◆ Task item: If a line below contains the word "than", count it. Please give the total and nothing else.

Start of Supplied material

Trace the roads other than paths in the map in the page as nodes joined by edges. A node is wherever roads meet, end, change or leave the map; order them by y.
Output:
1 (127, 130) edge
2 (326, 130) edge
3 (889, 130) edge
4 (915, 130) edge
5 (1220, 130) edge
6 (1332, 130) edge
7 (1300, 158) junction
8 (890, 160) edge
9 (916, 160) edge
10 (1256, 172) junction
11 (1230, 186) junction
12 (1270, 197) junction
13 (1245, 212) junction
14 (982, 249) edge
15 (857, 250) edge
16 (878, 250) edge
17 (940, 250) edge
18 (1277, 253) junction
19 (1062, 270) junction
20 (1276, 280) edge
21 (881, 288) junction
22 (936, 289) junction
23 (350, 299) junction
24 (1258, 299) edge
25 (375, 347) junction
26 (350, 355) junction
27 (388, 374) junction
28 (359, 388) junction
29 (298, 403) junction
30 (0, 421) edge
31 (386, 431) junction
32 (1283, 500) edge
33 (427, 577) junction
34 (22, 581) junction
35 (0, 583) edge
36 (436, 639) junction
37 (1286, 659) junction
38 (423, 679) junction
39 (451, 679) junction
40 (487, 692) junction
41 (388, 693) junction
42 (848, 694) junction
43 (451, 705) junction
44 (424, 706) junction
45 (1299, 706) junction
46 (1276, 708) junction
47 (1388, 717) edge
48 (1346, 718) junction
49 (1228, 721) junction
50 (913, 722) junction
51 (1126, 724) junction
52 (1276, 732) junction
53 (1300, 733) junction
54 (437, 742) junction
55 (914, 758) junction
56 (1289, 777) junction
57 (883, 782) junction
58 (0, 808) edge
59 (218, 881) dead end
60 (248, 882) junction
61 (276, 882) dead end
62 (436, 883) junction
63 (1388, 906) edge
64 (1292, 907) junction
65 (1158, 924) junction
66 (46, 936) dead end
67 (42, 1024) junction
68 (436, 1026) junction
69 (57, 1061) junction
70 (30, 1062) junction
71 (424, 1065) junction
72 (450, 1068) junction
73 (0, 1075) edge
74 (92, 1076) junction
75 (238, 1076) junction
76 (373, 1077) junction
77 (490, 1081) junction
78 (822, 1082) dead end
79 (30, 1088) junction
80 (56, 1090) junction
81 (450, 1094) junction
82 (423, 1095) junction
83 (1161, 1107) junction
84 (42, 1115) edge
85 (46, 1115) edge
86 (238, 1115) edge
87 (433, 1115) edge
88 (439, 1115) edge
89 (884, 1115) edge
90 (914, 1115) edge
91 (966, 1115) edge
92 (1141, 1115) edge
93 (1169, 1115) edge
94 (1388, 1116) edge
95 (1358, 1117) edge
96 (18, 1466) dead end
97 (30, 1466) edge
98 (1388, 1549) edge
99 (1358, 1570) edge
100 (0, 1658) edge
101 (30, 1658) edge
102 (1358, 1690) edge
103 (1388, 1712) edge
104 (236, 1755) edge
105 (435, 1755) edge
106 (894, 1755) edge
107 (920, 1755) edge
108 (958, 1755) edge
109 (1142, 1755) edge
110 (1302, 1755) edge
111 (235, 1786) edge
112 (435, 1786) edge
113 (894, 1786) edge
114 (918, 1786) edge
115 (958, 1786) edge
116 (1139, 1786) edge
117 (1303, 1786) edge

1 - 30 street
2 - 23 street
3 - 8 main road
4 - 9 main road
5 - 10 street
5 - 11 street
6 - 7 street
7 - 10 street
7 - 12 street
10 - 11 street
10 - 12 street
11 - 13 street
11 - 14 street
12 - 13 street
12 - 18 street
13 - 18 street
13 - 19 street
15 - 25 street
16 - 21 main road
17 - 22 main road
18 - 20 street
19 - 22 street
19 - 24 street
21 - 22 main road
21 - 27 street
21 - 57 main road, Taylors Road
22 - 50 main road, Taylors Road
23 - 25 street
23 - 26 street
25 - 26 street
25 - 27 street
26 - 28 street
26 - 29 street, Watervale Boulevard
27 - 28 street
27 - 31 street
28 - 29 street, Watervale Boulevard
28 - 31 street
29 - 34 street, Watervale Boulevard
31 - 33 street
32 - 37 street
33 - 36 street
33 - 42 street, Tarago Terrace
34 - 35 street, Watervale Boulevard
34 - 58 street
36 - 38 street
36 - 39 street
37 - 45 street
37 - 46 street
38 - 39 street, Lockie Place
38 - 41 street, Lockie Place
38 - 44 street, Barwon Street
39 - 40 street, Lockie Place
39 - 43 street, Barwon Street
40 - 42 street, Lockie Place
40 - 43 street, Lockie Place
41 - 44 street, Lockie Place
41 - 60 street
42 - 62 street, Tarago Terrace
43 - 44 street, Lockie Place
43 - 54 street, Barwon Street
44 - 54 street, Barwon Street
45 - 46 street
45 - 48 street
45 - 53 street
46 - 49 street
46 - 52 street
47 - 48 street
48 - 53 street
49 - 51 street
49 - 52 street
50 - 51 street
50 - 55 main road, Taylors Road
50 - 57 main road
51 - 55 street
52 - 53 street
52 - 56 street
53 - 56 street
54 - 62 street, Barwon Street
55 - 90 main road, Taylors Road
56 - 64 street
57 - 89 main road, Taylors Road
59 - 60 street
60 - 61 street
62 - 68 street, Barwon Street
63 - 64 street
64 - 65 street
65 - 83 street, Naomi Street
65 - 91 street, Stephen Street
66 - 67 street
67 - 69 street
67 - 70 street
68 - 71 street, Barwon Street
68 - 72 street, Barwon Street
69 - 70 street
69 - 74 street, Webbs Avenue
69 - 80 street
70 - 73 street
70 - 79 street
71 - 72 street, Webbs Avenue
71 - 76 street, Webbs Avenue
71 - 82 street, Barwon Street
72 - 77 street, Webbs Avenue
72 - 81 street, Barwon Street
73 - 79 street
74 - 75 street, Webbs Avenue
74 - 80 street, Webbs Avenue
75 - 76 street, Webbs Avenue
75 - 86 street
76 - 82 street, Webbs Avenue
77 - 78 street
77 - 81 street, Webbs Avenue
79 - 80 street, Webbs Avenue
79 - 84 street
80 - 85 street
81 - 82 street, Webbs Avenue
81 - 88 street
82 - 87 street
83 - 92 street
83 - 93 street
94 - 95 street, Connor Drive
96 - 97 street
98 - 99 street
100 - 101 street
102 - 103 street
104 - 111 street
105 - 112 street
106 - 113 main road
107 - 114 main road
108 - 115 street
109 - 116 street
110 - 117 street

End of Supplied material
Start of Supplied material

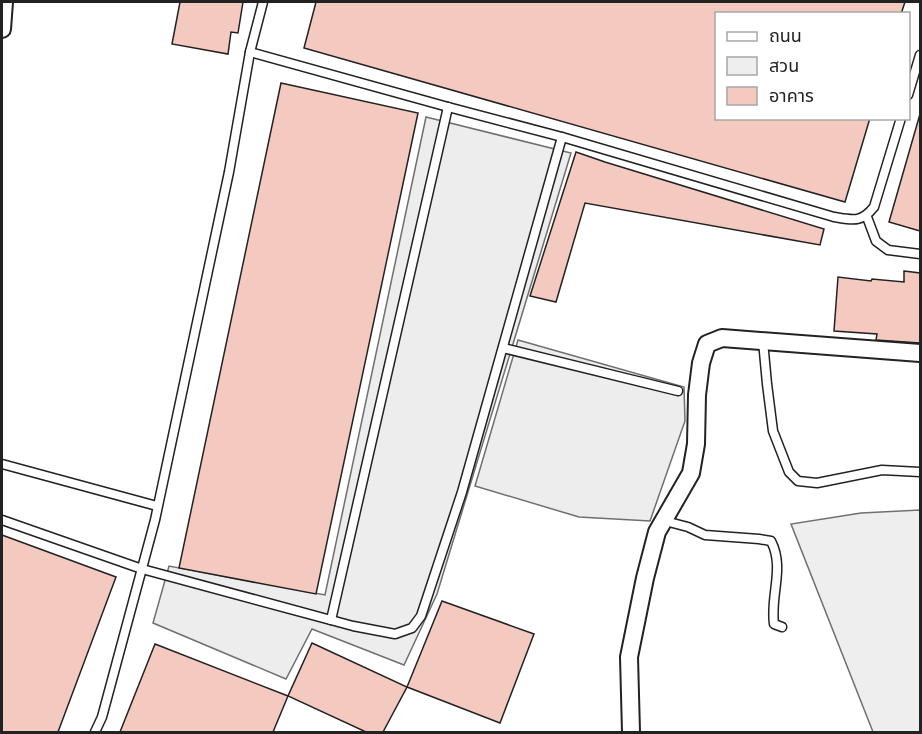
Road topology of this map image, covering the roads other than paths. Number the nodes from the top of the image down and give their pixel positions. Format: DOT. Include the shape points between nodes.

End of Supplied material

◆ Completed task: 2